Researchers at the University of Toronto’s Citizen Lab found that more than 76 SMS messages with links to Pegasus, a powerful digital spying tool, were sent to 11 targets between January 2015 and August 2016. The targeted individuals include some of Mexico’s most prominent journalists, the minor child of one of them, plus employees of two civil society organizations. The adult targets were working on a range of public issues including investigating alleged corruption by President Enrique Peña Nieto and human rights abuses by the Mexican government.
Pegasus was developed and is sold exclusively to governments by the NSO Group, an Israeli cybersecurity company that requires as part of its contract an "explicit agreement" that the tool only be used against criminal groups and terrorists, The New York Times reported.

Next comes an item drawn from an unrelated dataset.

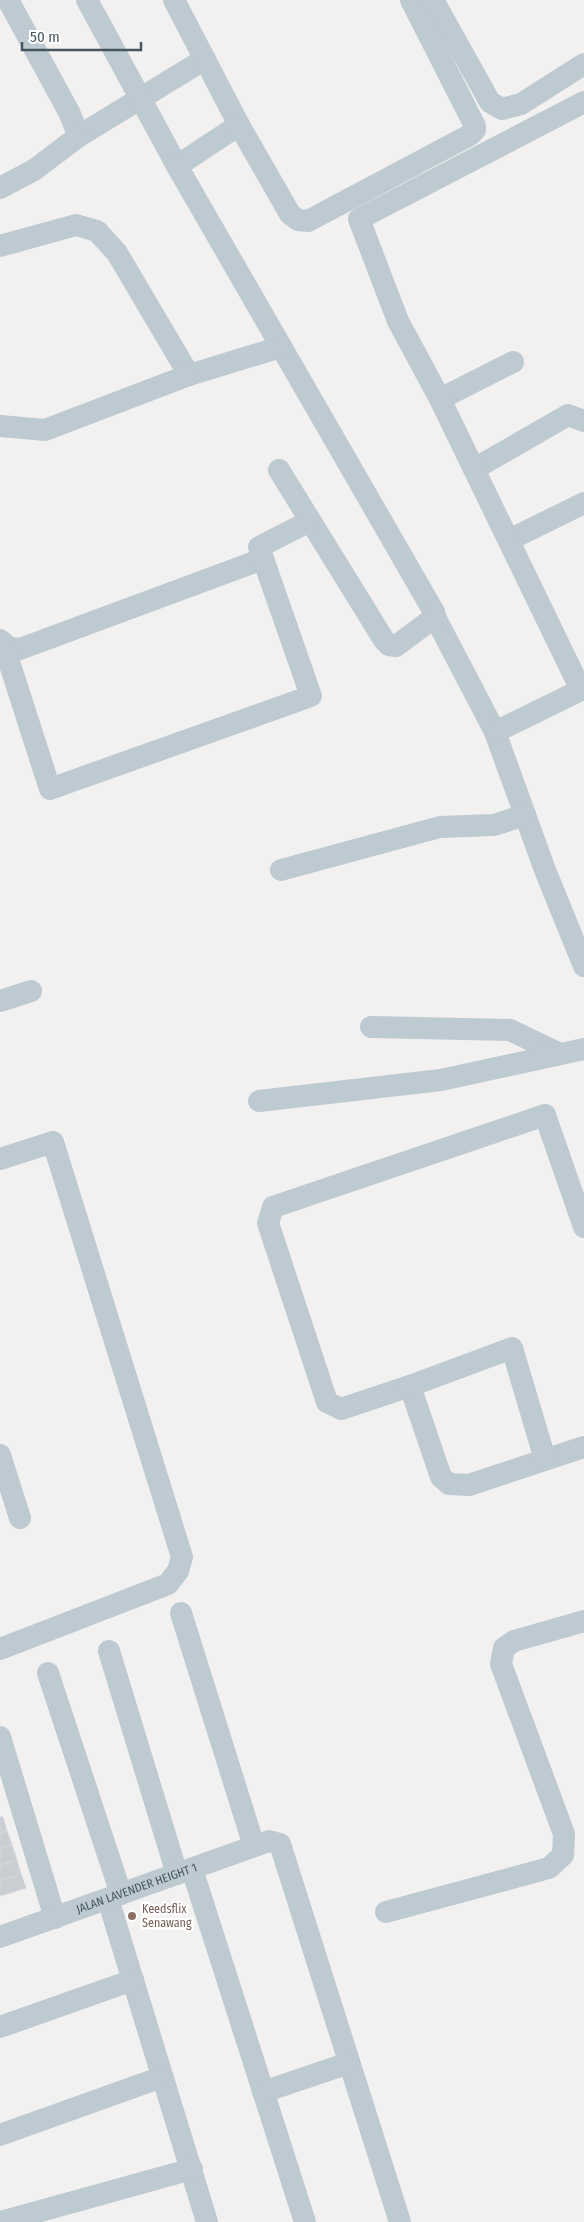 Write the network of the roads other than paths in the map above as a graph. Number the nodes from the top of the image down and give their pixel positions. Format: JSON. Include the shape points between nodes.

The software is activated when targets are tricked into clicking on a link.
"Once infected, a phone becomes a digital spy in the pocket of a victim," according to Citizen Lab. Pegasus allows spyware operators to record audio, take pictures and monitor all activities of the infected device, including calls and messages sent through end-to-end-encrypted applications.
Media targets like Carmen Aristegui, a journalist known for her critical investigations into the Mexican government and whose son Emilio was also targeted, received luring text messages. She got one message that appeared to be sent by the US Embassy in Mexico asking that she click on a link in order to resolve an issue with her visa.
Personal and sexual taunts, fake emergency alerts and bills, and threats to physical safety are also employed as ways to break into targets’ phone, according to Citizen Lab.
Nine people have filed a criminal complaint accusing the Mexican government of hacking their phones to spy on them, the BBC reported today.
"The agents of the Mexican state, far from doing what they should be doing legally, have used our resources, our taxes, our money to commit serious crimes," said Aristegui, who is one of the complainants, speaking at a press conference Monday.
A government spokesman told the BBC in response that: "The government categorically denies that any of its members carries out surveillance or interference in communications of defenders of human rights, journalists, anti-corruption activists or any other person without prior judicial authorization."
The accusations of government spying come during a time of "constant violence and fear" for local reporters, according to Reporters Without Borders’ 2017 World Press Freedom Index. Four journalists have been killed so far in 2017, making Mexico the deadliest country for media workers this year.